**How to complete this task**
Render every entry exactly as it appears.
─── Supplied data
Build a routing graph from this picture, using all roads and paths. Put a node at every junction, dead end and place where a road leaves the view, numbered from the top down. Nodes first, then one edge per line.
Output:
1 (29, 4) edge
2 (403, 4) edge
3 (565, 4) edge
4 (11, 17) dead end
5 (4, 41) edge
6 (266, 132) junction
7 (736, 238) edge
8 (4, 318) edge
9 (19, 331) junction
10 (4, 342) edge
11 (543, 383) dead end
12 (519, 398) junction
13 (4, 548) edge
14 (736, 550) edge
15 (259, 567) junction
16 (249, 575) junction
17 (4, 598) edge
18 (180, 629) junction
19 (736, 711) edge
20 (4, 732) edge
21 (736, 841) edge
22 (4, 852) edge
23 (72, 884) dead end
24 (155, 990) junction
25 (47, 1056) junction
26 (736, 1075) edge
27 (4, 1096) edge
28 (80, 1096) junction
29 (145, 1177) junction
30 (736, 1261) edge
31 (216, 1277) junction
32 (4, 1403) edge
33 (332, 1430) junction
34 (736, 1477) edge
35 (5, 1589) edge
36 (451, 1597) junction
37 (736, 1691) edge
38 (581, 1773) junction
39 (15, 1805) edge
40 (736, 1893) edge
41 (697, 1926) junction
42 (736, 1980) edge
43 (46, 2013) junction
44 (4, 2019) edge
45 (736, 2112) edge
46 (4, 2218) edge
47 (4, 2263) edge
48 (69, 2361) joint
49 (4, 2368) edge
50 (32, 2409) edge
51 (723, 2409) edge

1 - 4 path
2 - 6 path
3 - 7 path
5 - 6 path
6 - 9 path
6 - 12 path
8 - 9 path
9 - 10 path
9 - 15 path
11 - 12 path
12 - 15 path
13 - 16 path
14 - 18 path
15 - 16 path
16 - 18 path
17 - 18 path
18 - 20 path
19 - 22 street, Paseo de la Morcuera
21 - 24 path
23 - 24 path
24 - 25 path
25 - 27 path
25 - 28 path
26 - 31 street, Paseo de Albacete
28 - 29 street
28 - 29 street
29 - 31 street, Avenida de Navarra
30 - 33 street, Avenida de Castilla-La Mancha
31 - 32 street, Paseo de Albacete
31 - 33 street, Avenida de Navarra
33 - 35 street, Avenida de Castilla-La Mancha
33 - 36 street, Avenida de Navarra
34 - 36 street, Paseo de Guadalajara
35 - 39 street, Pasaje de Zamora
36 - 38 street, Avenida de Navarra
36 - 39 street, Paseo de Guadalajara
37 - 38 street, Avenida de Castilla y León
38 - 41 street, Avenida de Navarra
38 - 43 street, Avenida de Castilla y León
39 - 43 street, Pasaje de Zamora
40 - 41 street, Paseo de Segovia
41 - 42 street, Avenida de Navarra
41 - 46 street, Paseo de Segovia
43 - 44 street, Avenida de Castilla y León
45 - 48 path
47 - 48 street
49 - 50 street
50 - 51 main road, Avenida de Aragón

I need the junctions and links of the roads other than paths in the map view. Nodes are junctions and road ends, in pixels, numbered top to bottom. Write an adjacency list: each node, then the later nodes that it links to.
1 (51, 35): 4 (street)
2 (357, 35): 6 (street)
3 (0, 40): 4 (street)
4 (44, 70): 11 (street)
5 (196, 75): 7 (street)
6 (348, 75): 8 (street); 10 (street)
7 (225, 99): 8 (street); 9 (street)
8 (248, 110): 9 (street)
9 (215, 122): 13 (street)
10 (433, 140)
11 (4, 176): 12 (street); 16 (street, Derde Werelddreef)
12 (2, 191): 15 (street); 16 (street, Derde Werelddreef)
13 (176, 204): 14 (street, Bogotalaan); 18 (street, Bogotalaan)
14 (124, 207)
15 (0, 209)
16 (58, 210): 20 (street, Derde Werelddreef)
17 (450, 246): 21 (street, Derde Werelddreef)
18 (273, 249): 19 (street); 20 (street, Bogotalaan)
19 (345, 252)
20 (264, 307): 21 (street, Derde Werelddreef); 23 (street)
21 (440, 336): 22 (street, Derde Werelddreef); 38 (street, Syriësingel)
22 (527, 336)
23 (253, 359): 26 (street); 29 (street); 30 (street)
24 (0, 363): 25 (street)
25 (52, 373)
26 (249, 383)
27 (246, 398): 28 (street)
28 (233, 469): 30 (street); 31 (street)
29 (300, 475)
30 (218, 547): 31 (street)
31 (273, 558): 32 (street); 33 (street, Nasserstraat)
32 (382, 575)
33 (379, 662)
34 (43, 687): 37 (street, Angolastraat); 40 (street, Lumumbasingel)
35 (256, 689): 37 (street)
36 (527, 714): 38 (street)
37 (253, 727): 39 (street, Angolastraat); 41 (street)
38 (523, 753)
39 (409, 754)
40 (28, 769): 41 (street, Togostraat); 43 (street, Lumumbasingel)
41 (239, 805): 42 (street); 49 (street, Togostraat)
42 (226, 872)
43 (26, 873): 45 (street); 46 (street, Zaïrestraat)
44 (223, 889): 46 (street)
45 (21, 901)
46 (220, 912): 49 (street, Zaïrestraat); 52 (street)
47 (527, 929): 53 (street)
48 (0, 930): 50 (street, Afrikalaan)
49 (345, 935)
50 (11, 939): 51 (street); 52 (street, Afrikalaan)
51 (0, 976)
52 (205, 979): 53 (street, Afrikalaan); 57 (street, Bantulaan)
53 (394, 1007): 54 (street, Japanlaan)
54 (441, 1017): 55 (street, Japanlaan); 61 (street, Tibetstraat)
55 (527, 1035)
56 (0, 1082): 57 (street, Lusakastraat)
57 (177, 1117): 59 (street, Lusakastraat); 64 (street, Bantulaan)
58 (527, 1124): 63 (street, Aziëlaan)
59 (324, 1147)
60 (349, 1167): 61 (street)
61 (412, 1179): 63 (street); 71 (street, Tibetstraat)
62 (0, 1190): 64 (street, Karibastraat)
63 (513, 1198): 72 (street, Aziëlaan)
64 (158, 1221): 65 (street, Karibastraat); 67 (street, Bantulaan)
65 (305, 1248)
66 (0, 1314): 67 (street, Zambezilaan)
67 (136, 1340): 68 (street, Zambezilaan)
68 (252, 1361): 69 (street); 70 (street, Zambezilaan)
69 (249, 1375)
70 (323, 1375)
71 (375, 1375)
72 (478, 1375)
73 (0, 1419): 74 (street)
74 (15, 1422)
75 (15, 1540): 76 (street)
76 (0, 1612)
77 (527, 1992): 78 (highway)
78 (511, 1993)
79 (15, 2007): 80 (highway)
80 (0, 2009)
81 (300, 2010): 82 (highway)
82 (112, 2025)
──────
**Output of the exercise**
Build a routing graph from this picture, using all roads and paths. Put a node at every junction, dead end and place where a road leaves the view, numbered from the top down. Nodes first, then one edge per line.
Output:
1 (29, 4) edge
2 (403, 4) edge
3 (565, 4) edge
4 (11, 17) dead end
5 (4, 41) edge
6 (266, 132) junction
7 (736, 238) edge
8 (4, 318) edge
9 (19, 331) junction
10 (4, 342) edge
11 (543, 383) dead end
12 (519, 398) junction
13 (4, 548) edge
14 (736, 550) edge
15 (259, 567) junction
16 (249, 575) junction
17 (4, 598) edge
18 (180, 629) junction
19 (736, 711) edge
20 (4, 732) edge
21 (736, 841) edge
22 (4, 852) edge
23 (72, 884) dead end
24 (155, 990) junction
25 (47, 1056) junction
26 (736, 1075) edge
27 (4, 1096) edge
28 (80, 1096) junction
29 (145, 1177) junction
30 (736, 1261) edge
31 (216, 1277) junction
32 (4, 1403) edge
33 (332, 1430) junction
34 (736, 1477) edge
35 (5, 1589) edge
36 (451, 1597) junction
37 (736, 1691) edge
38 (581, 1773) junction
39 (15, 1805) edge
40 (736, 1893) edge
41 (697, 1926) junction
42 (736, 1980) edge
43 (46, 2013) junction
44 (4, 2019) edge
45 (736, 2112) edge
46 (4, 2218) edge
47 (4, 2263) edge
48 (69, 2361) joint
49 (4, 2368) edge
50 (32, 2409) edge
51 (723, 2409) edge

1 - 4 path
2 - 6 path
3 - 7 path
5 - 6 path
6 - 9 path
6 - 12 path
8 - 9 path
9 - 10 path
9 - 15 path
11 - 12 path
12 - 15 path
13 - 16 path
14 - 18 path
15 - 16 path
16 - 18 path
17 - 18 path
18 - 20 path
19 - 22 street, Paseo de la Morcuera
21 - 24 path
23 - 24 path
24 - 25 path
25 - 27 path
25 - 28 path
26 - 31 street, Paseo de Albacete
28 - 29 street
28 - 29 street
29 - 31 street, Avenida de Navarra
30 - 33 street, Avenida de Castilla-La Mancha
31 - 32 street, Paseo de Albacete
31 - 33 street, Avenida de Navarra
33 - 35 street, Avenida de Castilla-La Mancha
33 - 36 street, Avenida de Navarra
34 - 36 street, Paseo de Guadalajara
35 - 39 street, Pasaje de Zamora
36 - 38 street, Avenida de Navarra
36 - 39 street, Paseo de Guadalajara
37 - 38 street, Avenida de Castilla y León
38 - 41 street, Avenida de Navarra
38 - 43 street, Avenida de Castilla y León
39 - 43 street, Pasaje de Zamora
40 - 41 street, Paseo de Segovia
41 - 42 street, Avenida de Navarra
41 - 46 street, Paseo de Segovia
43 - 44 street, Avenida de Castilla y León
45 - 48 path
47 - 48 street
49 - 50 street
50 - 51 main road, Avenida de Aragón

I need the junctions and links of the roads other than paths in the map view. Nodes are junctions and road ends, in pixels, numbered top to bottom. Write an adjacency list: each node, then the later nodes that it links to.
1 (51, 35): 4 (street)
2 (357, 35): 6 (street)
3 (0, 40): 4 (street)
4 (44, 70): 11 (street)
5 (196, 75): 7 (street)
6 (348, 75): 8 (street); 10 (street)
7 (225, 99): 8 (street); 9 (street)
8 (248, 110): 9 (street)
9 (215, 122): 13 (street)
10 (433, 140)
11 (4, 176): 12 (street); 16 (street, Derde Werelddreef)
12 (2, 191): 15 (street); 16 (street, Derde Werelddreef)
13 (176, 204): 14 (street, Bogotalaan); 18 (street, Bogotalaan)
14 (124, 207)
15 (0, 209)
16 (58, 210): 20 (street, Derde Werelddreef)
17 (450, 246): 21 (street, Derde Werelddreef)
18 (273, 249): 19 (street); 20 (street, Bogotalaan)
19 (345, 252)
20 (264, 307): 21 (street, Derde Werelddreef); 23 (street)
21 (440, 336): 22 (street, Derde Werelddreef); 38 (street, Syriësingel)
22 (527, 336)
23 (253, 359): 26 (street); 29 (street); 30 (street)
24 (0, 363): 25 (street)
25 (52, 373)
26 (249, 383)
27 (246, 398): 28 (street)
28 (233, 469): 30 (street); 31 (street)
29 (300, 475)
30 (218, 547): 31 (street)
31 (273, 558): 32 (street); 33 (street, Nasserstraat)
32 (382, 575)
33 (379, 662)
34 (43, 687): 37 (street, Angolastraat); 40 (street, Lumumbasingel)
35 (256, 689): 37 (street)
36 (527, 714): 38 (street)
37 (253, 727): 39 (street, Angolastraat); 41 (street)
38 (523, 753)
39 (409, 754)
40 (28, 769): 41 (street, Togostraat); 43 (street, Lumumbasingel)
41 (239, 805): 42 (street); 49 (street, Togostraat)
42 (226, 872)
43 (26, 873): 45 (street); 46 (street, Zaïrestraat)
44 (223, 889): 46 (street)
45 (21, 901)
46 (220, 912): 49 (street, Zaïrestraat); 52 (street)
47 (527, 929): 53 (street)
48 (0, 930): 50 (street, Afrikalaan)
49 (345, 935)
50 (11, 939): 51 (street); 52 (street, Afrikalaan)
51 (0, 976)
52 (205, 979): 53 (street, Afrikalaan); 57 (street, Bantulaan)
53 (394, 1007): 54 (street, Japanlaan)
54 (441, 1017): 55 (street, Japanlaan); 61 (street, Tibetstraat)
55 (527, 1035)
56 (0, 1082): 57 (street, Lusakastraat)
57 (177, 1117): 59 (street, Lusakastraat); 64 (street, Bantulaan)
58 (527, 1124): 63 (street, Aziëlaan)
59 (324, 1147)
60 (349, 1167): 61 (street)
61 (412, 1179): 63 (street); 71 (street, Tibetstraat)
62 (0, 1190): 64 (street, Karibastraat)
63 (513, 1198): 72 (street, Aziëlaan)
64 (158, 1221): 65 (street, Karibastraat); 67 (street, Bantulaan)
65 (305, 1248)
66 (0, 1314): 67 (street, Zambezilaan)
67 (136, 1340): 68 (street, Zambezilaan)
68 (252, 1361): 69 (street); 70 (street, Zambezilaan)
69 (249, 1375)
70 (323, 1375)
71 (375, 1375)
72 (478, 1375)
73 (0, 1419): 74 (street)
74 (15, 1422)
75 (15, 1540): 76 (street)
76 (0, 1612)
77 (527, 1992): 78 (highway)
78 (511, 1993)
79 (15, 2007): 80 (highway)
80 (0, 2009)
81 (300, 2010): 82 (highway)
82 (112, 2025)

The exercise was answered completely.